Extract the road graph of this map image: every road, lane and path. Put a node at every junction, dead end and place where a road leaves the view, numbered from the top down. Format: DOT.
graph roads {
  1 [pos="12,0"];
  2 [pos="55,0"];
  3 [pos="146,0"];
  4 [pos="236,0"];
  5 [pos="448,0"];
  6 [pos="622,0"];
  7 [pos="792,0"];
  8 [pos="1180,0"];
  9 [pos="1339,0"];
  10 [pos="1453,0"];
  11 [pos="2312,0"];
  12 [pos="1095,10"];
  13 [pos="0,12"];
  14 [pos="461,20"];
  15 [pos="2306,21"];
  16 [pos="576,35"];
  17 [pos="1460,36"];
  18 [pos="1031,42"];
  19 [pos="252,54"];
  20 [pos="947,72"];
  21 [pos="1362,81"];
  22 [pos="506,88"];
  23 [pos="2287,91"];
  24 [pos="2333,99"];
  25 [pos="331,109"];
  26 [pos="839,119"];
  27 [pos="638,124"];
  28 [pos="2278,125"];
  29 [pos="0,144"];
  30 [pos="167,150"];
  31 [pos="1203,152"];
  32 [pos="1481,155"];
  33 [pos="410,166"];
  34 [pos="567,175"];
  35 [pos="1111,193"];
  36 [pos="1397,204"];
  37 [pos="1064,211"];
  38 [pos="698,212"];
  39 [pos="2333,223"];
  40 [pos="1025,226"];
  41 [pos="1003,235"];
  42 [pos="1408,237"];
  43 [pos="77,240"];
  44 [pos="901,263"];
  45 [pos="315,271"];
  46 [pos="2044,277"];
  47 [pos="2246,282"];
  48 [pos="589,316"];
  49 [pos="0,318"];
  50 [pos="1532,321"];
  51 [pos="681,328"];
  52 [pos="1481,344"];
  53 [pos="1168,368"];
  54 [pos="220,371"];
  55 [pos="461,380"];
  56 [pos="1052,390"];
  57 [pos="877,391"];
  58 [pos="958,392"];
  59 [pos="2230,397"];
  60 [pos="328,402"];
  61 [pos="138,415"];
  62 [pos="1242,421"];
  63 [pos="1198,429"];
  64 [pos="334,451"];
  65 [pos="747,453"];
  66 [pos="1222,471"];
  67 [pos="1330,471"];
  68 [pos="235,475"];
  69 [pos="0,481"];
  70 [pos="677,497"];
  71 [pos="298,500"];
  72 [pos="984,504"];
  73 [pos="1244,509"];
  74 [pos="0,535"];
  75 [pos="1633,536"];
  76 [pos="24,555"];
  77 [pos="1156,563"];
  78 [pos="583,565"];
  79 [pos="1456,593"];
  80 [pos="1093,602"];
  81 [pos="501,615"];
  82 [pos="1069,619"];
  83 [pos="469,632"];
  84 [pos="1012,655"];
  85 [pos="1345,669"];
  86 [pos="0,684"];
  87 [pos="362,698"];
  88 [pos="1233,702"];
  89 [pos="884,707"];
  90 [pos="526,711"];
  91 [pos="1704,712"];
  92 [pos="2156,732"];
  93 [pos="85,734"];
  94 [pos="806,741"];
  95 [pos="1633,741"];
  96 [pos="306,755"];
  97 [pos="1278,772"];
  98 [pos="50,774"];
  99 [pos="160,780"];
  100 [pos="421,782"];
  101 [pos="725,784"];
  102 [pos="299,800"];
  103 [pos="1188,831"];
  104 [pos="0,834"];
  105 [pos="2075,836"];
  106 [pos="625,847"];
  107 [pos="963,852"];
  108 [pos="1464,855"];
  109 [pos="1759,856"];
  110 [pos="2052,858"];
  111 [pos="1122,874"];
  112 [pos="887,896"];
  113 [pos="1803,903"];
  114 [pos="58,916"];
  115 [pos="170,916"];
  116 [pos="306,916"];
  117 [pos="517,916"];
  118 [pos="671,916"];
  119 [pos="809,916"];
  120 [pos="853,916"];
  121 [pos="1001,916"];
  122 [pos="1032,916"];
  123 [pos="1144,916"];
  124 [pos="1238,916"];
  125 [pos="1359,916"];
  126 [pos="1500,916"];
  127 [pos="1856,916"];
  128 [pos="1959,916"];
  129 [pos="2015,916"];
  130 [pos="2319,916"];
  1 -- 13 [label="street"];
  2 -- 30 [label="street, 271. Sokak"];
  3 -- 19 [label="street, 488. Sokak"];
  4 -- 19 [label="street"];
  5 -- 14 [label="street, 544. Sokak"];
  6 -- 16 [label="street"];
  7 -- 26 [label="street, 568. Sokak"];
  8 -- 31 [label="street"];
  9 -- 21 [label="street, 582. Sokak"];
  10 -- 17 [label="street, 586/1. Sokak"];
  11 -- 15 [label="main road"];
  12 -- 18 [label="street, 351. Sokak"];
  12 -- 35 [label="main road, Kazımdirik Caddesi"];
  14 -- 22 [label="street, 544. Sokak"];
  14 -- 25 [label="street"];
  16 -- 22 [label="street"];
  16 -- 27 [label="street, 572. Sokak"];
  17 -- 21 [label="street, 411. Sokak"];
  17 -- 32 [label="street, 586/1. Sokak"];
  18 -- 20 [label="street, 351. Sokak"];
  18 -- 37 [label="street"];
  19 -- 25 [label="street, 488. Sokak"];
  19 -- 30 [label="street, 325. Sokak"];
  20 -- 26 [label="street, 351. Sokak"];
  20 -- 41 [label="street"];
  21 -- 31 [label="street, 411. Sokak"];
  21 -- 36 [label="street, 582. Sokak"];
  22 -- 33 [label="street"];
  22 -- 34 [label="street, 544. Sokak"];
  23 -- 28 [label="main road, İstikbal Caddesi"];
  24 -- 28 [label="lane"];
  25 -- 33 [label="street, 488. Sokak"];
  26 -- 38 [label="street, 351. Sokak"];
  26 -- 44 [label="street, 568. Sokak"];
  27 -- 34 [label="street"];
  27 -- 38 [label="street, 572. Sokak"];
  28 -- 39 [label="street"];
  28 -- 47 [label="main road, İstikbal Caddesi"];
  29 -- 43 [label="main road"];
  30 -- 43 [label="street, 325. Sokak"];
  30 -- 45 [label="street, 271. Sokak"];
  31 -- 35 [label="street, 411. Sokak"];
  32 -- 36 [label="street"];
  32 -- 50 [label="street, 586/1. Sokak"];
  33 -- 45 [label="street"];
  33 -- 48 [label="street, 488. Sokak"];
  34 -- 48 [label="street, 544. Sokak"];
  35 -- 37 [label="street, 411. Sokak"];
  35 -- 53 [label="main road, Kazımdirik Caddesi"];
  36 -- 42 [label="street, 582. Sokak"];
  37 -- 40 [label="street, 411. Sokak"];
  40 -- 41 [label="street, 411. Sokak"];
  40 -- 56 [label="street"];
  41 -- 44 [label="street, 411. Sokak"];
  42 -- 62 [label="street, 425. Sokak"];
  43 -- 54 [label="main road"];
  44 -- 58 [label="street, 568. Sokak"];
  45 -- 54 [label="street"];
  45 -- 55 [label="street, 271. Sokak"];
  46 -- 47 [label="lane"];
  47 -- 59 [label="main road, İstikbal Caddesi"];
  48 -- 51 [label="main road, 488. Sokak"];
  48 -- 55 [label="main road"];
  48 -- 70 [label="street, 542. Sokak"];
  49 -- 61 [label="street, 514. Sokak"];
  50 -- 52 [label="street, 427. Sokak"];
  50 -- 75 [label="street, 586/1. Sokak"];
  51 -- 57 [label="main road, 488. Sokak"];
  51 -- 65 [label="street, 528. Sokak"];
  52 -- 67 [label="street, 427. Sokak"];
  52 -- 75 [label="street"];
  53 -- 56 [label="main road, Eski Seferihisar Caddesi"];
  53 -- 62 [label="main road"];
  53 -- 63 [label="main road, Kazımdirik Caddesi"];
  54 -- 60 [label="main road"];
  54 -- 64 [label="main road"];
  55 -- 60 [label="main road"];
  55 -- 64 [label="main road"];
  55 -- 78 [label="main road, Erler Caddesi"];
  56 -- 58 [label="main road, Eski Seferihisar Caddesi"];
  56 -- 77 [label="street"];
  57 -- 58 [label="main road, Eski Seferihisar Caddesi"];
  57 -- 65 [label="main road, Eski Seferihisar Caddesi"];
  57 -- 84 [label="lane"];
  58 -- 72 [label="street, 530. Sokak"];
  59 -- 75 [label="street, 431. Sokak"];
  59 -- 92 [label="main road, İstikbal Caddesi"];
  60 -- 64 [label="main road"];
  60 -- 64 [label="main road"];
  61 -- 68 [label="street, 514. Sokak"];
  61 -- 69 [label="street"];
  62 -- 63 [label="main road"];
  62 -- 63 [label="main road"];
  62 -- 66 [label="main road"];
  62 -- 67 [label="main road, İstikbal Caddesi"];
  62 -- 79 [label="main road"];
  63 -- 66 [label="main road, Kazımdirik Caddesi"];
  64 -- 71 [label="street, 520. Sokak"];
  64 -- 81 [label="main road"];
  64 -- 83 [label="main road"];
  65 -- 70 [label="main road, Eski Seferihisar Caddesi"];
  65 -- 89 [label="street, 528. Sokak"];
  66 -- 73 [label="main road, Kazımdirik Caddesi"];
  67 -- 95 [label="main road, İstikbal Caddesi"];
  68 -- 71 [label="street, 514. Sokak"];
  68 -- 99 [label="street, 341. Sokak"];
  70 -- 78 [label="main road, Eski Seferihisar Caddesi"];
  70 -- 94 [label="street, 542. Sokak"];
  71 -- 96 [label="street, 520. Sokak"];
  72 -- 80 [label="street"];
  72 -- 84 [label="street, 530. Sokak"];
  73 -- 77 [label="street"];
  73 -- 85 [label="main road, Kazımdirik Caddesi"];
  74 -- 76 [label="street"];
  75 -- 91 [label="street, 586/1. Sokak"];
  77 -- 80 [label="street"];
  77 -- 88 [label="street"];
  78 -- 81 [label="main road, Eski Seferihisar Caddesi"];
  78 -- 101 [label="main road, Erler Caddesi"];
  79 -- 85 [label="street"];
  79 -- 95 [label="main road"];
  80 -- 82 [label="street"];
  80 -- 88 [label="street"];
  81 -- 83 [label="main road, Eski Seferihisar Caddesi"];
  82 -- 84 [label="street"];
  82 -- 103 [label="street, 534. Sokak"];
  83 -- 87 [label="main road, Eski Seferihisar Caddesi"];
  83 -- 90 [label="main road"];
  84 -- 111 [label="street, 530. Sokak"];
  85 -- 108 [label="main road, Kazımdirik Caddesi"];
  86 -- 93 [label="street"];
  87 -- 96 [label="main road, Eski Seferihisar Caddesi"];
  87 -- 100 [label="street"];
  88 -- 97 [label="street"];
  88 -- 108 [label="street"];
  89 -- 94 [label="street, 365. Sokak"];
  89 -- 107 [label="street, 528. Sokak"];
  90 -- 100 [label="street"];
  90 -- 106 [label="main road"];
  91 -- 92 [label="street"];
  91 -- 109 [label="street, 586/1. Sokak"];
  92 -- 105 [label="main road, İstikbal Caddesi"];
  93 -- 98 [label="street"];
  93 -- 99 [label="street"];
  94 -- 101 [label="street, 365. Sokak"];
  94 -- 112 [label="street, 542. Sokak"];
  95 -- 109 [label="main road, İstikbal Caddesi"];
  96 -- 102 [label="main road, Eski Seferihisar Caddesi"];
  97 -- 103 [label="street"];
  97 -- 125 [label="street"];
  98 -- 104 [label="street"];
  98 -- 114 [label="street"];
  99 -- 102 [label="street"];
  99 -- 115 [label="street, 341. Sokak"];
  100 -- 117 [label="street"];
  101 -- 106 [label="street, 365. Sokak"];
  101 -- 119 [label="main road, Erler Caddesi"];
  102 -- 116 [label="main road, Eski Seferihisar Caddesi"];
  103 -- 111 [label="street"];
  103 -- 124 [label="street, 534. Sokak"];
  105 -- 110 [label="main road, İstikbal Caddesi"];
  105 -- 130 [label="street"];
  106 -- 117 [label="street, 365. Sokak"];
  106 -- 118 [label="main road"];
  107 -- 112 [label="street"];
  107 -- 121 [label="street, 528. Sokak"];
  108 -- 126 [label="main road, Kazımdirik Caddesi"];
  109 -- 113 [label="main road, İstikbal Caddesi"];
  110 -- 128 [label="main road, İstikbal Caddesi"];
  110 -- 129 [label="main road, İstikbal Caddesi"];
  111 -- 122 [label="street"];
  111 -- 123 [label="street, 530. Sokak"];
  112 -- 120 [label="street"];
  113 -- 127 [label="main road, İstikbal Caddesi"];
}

_ _ _ _

▶ **WHAT THE TASK ASKS**
Copy every line of the data above in which the string "Kazımdirik" appears.

▶ **TASK RESPONSE**
  12 -- 35 [label="main road, Kazımdirik Caddesi"];
  35 -- 53 [label="main road, Kazımdirik Caddesi"];
  53 -- 63 [label="main road, Kazımdirik Caddesi"];
  63 -- 66 [label="main road, Kazımdirik Caddesi"];
  66 -- 73 [label="main road, Kazımdirik Caddesi"];
  73 -- 85 [label="main road, Kazımdirik Caddesi"];
  85 -- 108 [label="main road, Kazımdirik Caddesi"];
  108 -- 126 [label="main road, Kazımdirik Caddesi"];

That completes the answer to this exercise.